• **YOUR GOAL**: Repeat the records verbatim and leave the pictures out of your copy.

Dataset entries:
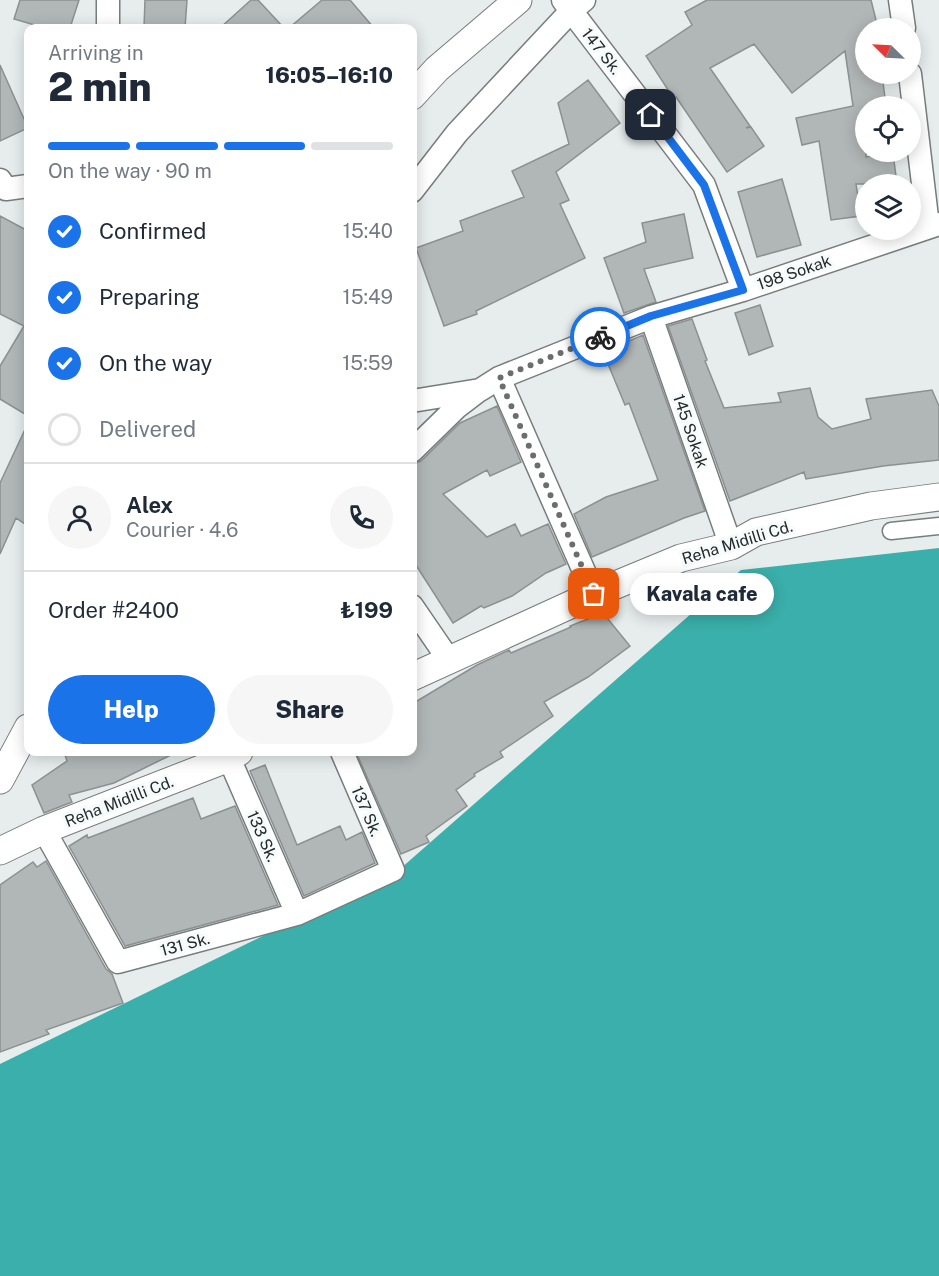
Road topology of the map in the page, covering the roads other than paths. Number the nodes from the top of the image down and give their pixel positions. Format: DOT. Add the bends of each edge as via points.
graph roads {
  1 [pos="108,0"];
  2 [pos="518,0"];
  3 [pos="900,0"];
  4 [pos="573,4"];
  5 [pos="903,18"];
  6 [pos="108,24"];
  7 [pos="912,84"];
  8 [pos="417,91"];
  9 [pos="0,180"];
  10 [pos="417,185"];
  11 [pos="24,187"];
  12 [pos="934,225"];
  13 [pos="743,290"];
  14 [pos="651,316"];
  15 [pos="499,378"];
  16 [pos="480,390"];
  17 [pos="417,400"];
  18 [pos="417,446"];
  19 [pos="939,498"];
  20 [pos="939,526"];
  21 [pos="891,531"];
  22 [pos="731,546"];
  23 [pos="594,594"];
  24 [pos="417,613"];
  25 [pos="449,660"];
  26 [pos="417,675"];
  27 [pos="24,735"];
  28 [pos="231,756"];
  29 [pos="234,756"];
  30 [pos="344,756"];
  31 [pos="1,777"];
  32 [pos="44,830"];
  33 [pos="0,851"];
  34 [pos="393,870"];
  35 [pos="297,914"];
  1 -- 6 [label="street"];
  2 -- 8 [label="street"];
  3 -- 5 [label="street"];
  4 -- 10 [label="street" via="457,133"];
  4 -- 13 [label="street, 147 Sk." via="704,185"];
  7 -- 12 [label="street"];
  9 -- 11 [label="street" via="6,189"];
  12 -- 13 [label="street, 198 Sokak"];
  13 -- 14 [label="street, 198 Sokak"];
  14 -- 15 [label="street, 198 Sokak"];
  14 -- 22 [label="street, 145 Sokak"];
  15 -- 16 [label="street, 198 Sokak"];
  15 -- 23 [label="street"];
  16 -- 17 [label="street, 198 Sokak"];
  16 -- 18 [label="street"];
  19 -- 22 [label="street, Reha Midilli Cd." via="871,506 756,532"];
  20 -- 21 [label="street"];
  22 -- 23 [label="street, Reha Midilli Cd." via="681,558"];
  23 -- 25 [label="street, Reha Midilli Cd."];
  24 -- 25 [label="street"];
  25 -- 26 [label="street, Reha Midilli Cd."];
  27 -- 31 [label="street"];
  28 -- 32 [label="street, Reha Midilli Cd."];
  29 -- 35 [label="street, 133 Sk."];
  30 -- 34 [label="street, 137 Sk."];
  32 -- 33 [label="street, Reha Midilli Cd."];
  32 -- 35 [label="street, 131 Sk." via="118,962"];
  34 -- 35 [label="street, 131 Sk."];
}
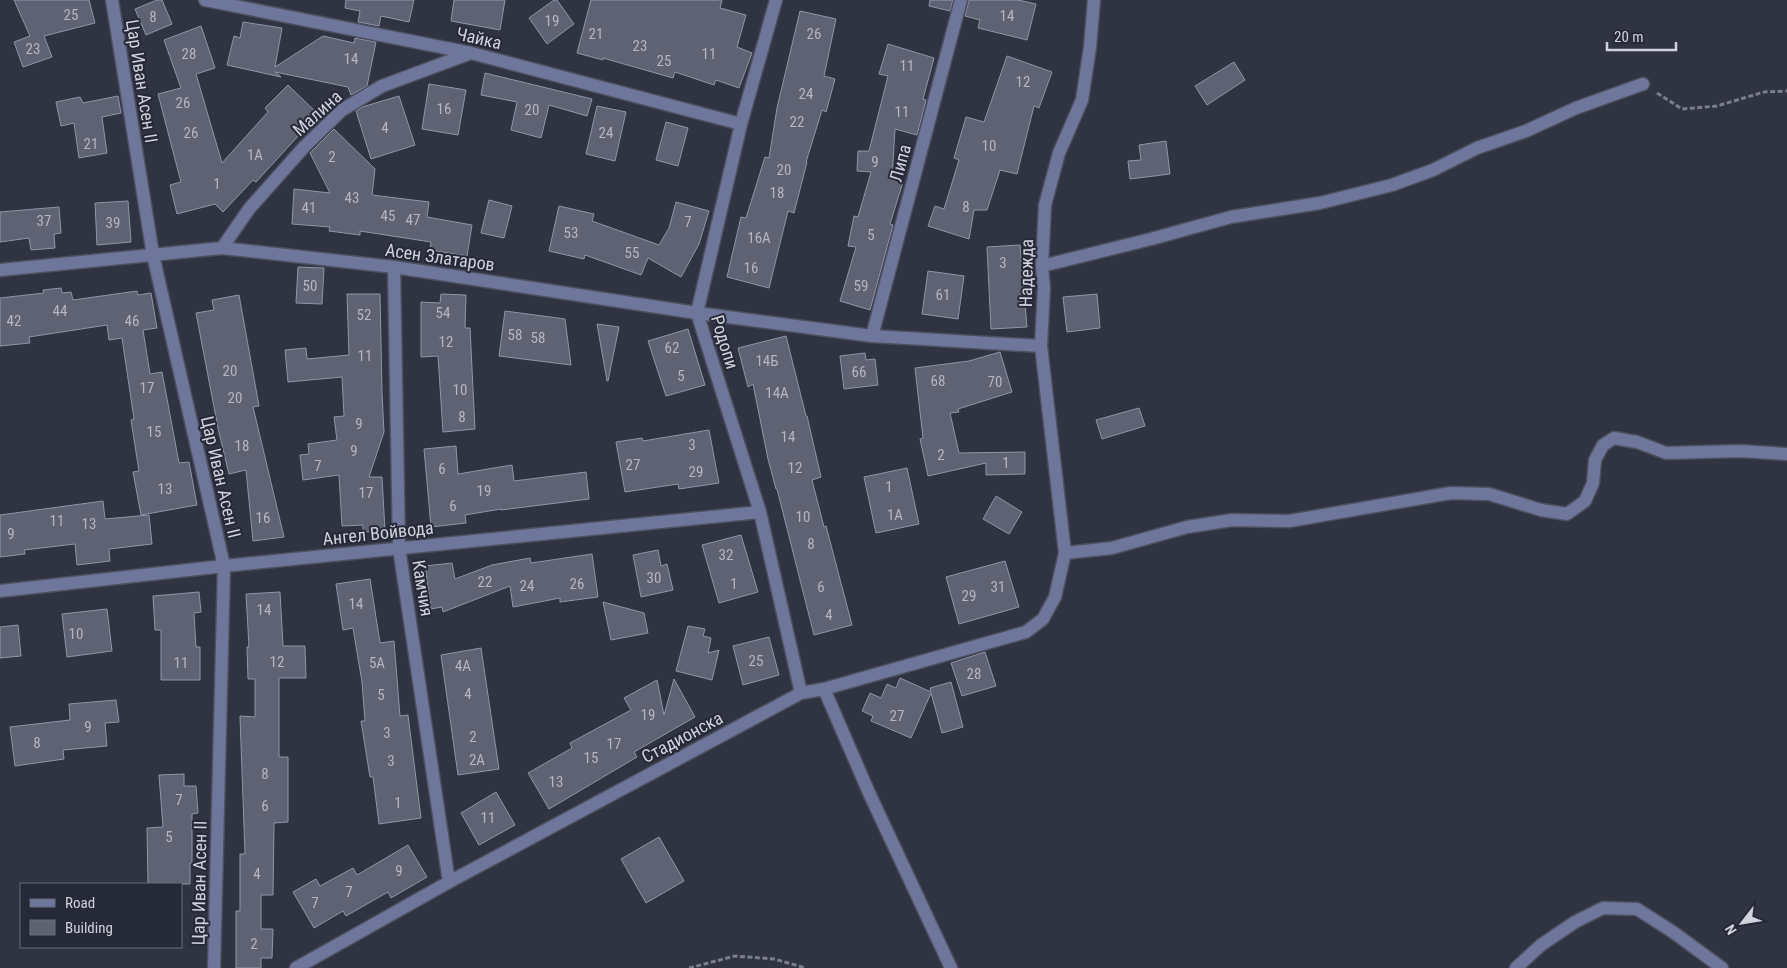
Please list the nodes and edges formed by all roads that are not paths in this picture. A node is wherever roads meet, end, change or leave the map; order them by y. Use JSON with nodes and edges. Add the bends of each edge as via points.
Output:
{"nodes":[{"id":1,"x":112,"y":0,"type":"edge"},
{"id":2,"x":205,"y":0,"type":"edge"},
{"id":3,"x":776,"y":0,"type":"edge"},
{"id":4,"x":962,"y":0,"type":"edge"},
{"id":5,"x":1094,"y":0,"type":"edge"},
{"id":6,"x":471,"y":53,"type":"junction"},
{"id":7,"x":1643,"y":84,"type":"road end"},
{"id":8,"x":741,"y":124,"type":"junction"},
{"id":9,"x":222,"y":248,"type":"junction"},
{"id":10,"x":153,"y":255,"type":"junction"},
{"id":11,"x":1042,"y":266,"type":"junction"},
{"id":12,"x":394,"y":267,"type":"junction"},
{"id":13,"x":0,"y":270,"type":"edge"},
{"id":14,"x":697,"y":313,"type":"junction"},
{"id":15,"x":872,"y":336,"type":"junction"},
{"id":16,"x":1041,"y":346,"type":"junction"},
{"id":17,"x":1787,"y":454,"type":"edge"},
{"id":18,"x":760,"y":512,"type":"junction"},
{"id":19,"x":399,"y":548,"type":"junction"},
{"id":20,"x":1065,"y":553,"type":"junction"},
{"id":21,"x":224,"y":566,"type":"junction"},
{"id":22,"x":0,"y":591,"type":"edge"},
{"id":23,"x":824,"y":689,"type":"junction"},
{"id":24,"x":801,"y":694,"type":"junction"},
{"id":25,"x":449,"y":882,"type":"junction"},
{"id":26,"x":214,"y":968,"type":"edge"},
{"id":27,"x":296,"y":968,"type":"edge"},
{"id":28,"x":951,"y":968,"type":"edge"},
{"id":29,"x":1516,"y":968,"type":"edge"},
{"id":30,"x":1722,"y":968,"type":"edge"}],
"edges":[{"from":1,"to":10,"type":"street","name":"Цар Иван Асен II"},
{"from":2,"to":6,"type":"street","name":"Чайка"},
{"from":3,"to":8,"type":"street","name":"Родопи"},
{"from":4,"to":15,"type":"street","name":"Липа"},
{"from":5,"to":11,"type":"street","name":"Надежда","via":[[1082,100],[1059,153],[1045,205]]},
{"from":6,"to":8,"type":"street","name":"Чайка"},
{"from":6,"to":9,"type":"street","name":"Малина","via":[[382,86],[342,110],[255,203]]},
{"from":7,"to":11,"type":"street","via":[[1576,108],[1392,185],[1320,203],[1231,217]]},
{"from":8,"to":14,"type":"street","name":"Родопи"},
{"from":9,"to":10,"type":"street","name":"Асен Златаров"},
{"from":9,"to":12,"type":"street","name":"Асен Златаров"},
{"from":10,"to":13,"type":"street","name":"Асен Златаров"},
{"from":10,"to":21,"type":"street","name":"Цар Иван Асен II"},
{"from":11,"to":16,"type":"street","name":"Надежда"},
{"from":12,"to":14,"type":"street","name":"Асен Златаров"},
{"from":12,"to":19,"type":"street","name":"Камчия"},
{"from":14,"to":15,"type":"street","name":"Асен Златаров"},
{"from":14,"to":18,"type":"street","name":"Родопи"},
{"from":15,"to":16,"type":"street","name":"Асен Златаров"},
{"from":16,"to":20,"type":"street","name":"Надежда"},
{"from":17,"to":20,"type":"street","via":[[1740,451],[1666,453],[1637,442],[1614,438],[1602,444],[1595,460],[1593,483],[1585,501],[1567,514],[1541,510],[1489,494],[1451,493],[1289,521],[1232,520],[1187,526],[1112,548]]},
{"from":18,"to":19,"type":"street","name":"Ангел Войвода"},
{"from":18,"to":24,"type":"street","name":"Родопи"},
{"from":19,"to":21,"type":"street","name":"Ангел Войвода"},
{"from":19,"to":25,"type":"street","name":"Камчия"},
{"from":20,"to":23,"type":"street","name":"Стадионска","via":[[1055,597],[1043,619],[1026,632]]},
{"from":21,"to":22,"type":"street","name":"Ангел Войвода"},
{"from":21,"to":26,"type":"street","name":"Цар Иван Асен II"},
{"from":23,"to":24,"type":"street","name":"Стадионска"},
{"from":23,"to":28,"type":"street"},
{"from":24,"to":25,"type":"street","name":"Стадионска"},
{"from":25,"to":27,"type":"street","name":"Стадионска"},
{"from":29,"to":30,"type":"street","via":[[1574,922],[1603,908],[1637,909]]}]}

• **FINISHED TASK**:
Road topology of the map in the page, covering the roads other than paths. Number the nodes from the top of the image down and give their pixel positions. Format: DOT. Add the bends of each edge as via points.
graph roads {
  1 [pos="108,0"];
  2 [pos="518,0"];
  3 [pos="900,0"];
  4 [pos="573,4"];
  5 [pos="903,18"];
  6 [pos="108,24"];
  7 [pos="912,84"];
  8 [pos="417,91"];
  9 [pos="0,180"];
  10 [pos="417,185"];
  11 [pos="24,187"];
  12 [pos="934,225"];
  13 [pos="743,290"];
  14 [pos="651,316"];
  15 [pos="499,378"];
  16 [pos="480,390"];
  17 [pos="417,400"];
  18 [pos="417,446"];
  19 [pos="939,498"];
  20 [pos="939,526"];
  21 [pos="891,531"];
  22 [pos="731,546"];
  23 [pos="594,594"];
  24 [pos="417,613"];
  25 [pos="449,660"];
  26 [pos="417,675"];
  27 [pos="24,735"];
  28 [pos="231,756"];
  29 [pos="234,756"];
  30 [pos="344,756"];
  31 [pos="1,777"];
  32 [pos="44,830"];
  33 [pos="0,851"];
  34 [pos="393,870"];
  35 [pos="297,914"];
  1 -- 6 [label="street"];
  2 -- 8 [label="street"];
  3 -- 5 [label="street"];
  4 -- 10 [label="street" via="457,133"];
  4 -- 13 [label="street, 147 Sk." via="704,185"];
  7 -- 12 [label="street"];
  9 -- 11 [label="street" via="6,189"];
  12 -- 13 [label="street, 198 Sokak"];
  13 -- 14 [label="street, 198 Sokak"];
  14 -- 15 [label="street, 198 Sokak"];
  14 -- 22 [label="street, 145 Sokak"];
  15 -- 16 [label="street, 198 Sokak"];
  15 -- 23 [label="street"];
  16 -- 17 [label="street, 198 Sokak"];
  16 -- 18 [label="street"];
  19 -- 22 [label="street, Reha Midilli Cd." via="871,506 756,532"];
  20 -- 21 [label="street"];
  22 -- 23 [label="street, Reha Midilli Cd." via="681,558"];
  23 -- 25 [label="street, Reha Midilli Cd."];
  24 -- 25 [label="street"];
  25 -- 26 [label="street, Reha Midilli Cd."];
  27 -- 31 [label="street"];
  28 -- 32 [label="street, Reha Midilli Cd."];
  29 -- 35 [label="street, 133 Sk."];
  30 -- 34 [label="street, 137 Sk."];
  32 -- 33 [label="street, Reha Midilli Cd."];
  32 -- 35 [label="street, 131 Sk." via="118,962"];
  34 -- 35 [label="street, 131 Sk."];
}
Please list the nodes and edges formed by all roads that are not paths in this picture. A node is wherever roads meet, end, change or leave the map; order them by y. Use JSON with nodes and edges. Add the bends of each edge as via points.
Output:
{"nodes":[{"id":1,"x":112,"y":0,"type":"edge"},
{"id":2,"x":205,"y":0,"type":"edge"},
{"id":3,"x":776,"y":0,"type":"edge"},
{"id":4,"x":962,"y":0,"type":"edge"},
{"id":5,"x":1094,"y":0,"type":"edge"},
{"id":6,"x":471,"y":53,"type":"junction"},
{"id":7,"x":1643,"y":84,"type":"road end"},
{"id":8,"x":741,"y":124,"type":"junction"},
{"id":9,"x":222,"y":248,"type":"junction"},
{"id":10,"x":153,"y":255,"type":"junction"},
{"id":11,"x":1042,"y":266,"type":"junction"},
{"id":12,"x":394,"y":267,"type":"junction"},
{"id":13,"x":0,"y":270,"type":"edge"},
{"id":14,"x":697,"y":313,"type":"junction"},
{"id":15,"x":872,"y":336,"type":"junction"},
{"id":16,"x":1041,"y":346,"type":"junction"},
{"id":17,"x":1787,"y":454,"type":"edge"},
{"id":18,"x":760,"y":512,"type":"junction"},
{"id":19,"x":399,"y":548,"type":"junction"},
{"id":20,"x":1065,"y":553,"type":"junction"},
{"id":21,"x":224,"y":566,"type":"junction"},
{"id":22,"x":0,"y":591,"type":"edge"},
{"id":23,"x":824,"y":689,"type":"junction"},
{"id":24,"x":801,"y":694,"type":"junction"},
{"id":25,"x":449,"y":882,"type":"junction"},
{"id":26,"x":214,"y":968,"type":"edge"},
{"id":27,"x":296,"y":968,"type":"edge"},
{"id":28,"x":951,"y":968,"type":"edge"},
{"id":29,"x":1516,"y":968,"type":"edge"},
{"id":30,"x":1722,"y":968,"type":"edge"}],
"edges":[{"from":1,"to":10,"type":"street","name":"Цар Иван Асен II"},
{"from":2,"to":6,"type":"street","name":"Чайка"},
{"from":3,"to":8,"type":"street","name":"Родопи"},
{"from":4,"to":15,"type":"street","name":"Липа"},
{"from":5,"to":11,"type":"street","name":"Надежда","via":[[1082,100],[1059,153],[1045,205]]},
{"from":6,"to":8,"type":"street","name":"Чайка"},
{"from":6,"to":9,"type":"street","name":"Малина","via":[[382,86],[342,110],[255,203]]},
{"from":7,"to":11,"type":"street","via":[[1576,108],[1392,185],[1320,203],[1231,217]]},
{"from":8,"to":14,"type":"street","name":"Родопи"},
{"from":9,"to":10,"type":"street","name":"Асен Златаров"},
{"from":9,"to":12,"type":"street","name":"Асен Златаров"},
{"from":10,"to":13,"type":"street","name":"Асен Златаров"},
{"from":10,"to":21,"type":"street","name":"Цар Иван Асен II"},
{"from":11,"to":16,"type":"street","name":"Надежда"},
{"from":12,"to":14,"type":"street","name":"Асен Златаров"},
{"from":12,"to":19,"type":"street","name":"Камчия"},
{"from":14,"to":15,"type":"street","name":"Асен Златаров"},
{"from":14,"to":18,"type":"street","name":"Родопи"},
{"from":15,"to":16,"type":"street","name":"Асен Златаров"},
{"from":16,"to":20,"type":"street","name":"Надежда"},
{"from":17,"to":20,"type":"street","via":[[1740,451],[1666,453],[1637,442],[1614,438],[1602,444],[1595,460],[1593,483],[1585,501],[1567,514],[1541,510],[1489,494],[1451,493],[1289,521],[1232,520],[1187,526],[1112,548]]},
{"from":18,"to":19,"type":"street","name":"Ангел Войвода"},
{"from":18,"to":24,"type":"street","name":"Родопи"},
{"from":19,"to":21,"type":"street","name":"Ангел Войвода"},
{"from":19,"to":25,"type":"street","name":"Камчия"},
{"from":20,"to":23,"type":"street","name":"Стадионска","via":[[1055,597],[1043,619],[1026,632]]},
{"from":21,"to":22,"type":"street","name":"Ангел Войвода"},
{"from":21,"to":26,"type":"street","name":"Цар Иван Асен II"},
{"from":23,"to":24,"type":"street","name":"Стадионска"},
{"from":23,"to":28,"type":"street"},
{"from":24,"to":25,"type":"street","name":"Стадионска"},
{"from":25,"to":27,"type":"street","name":"Стадионска"},
{"from":29,"to":30,"type":"street","via":[[1574,922],[1603,908],[1637,909]]}]}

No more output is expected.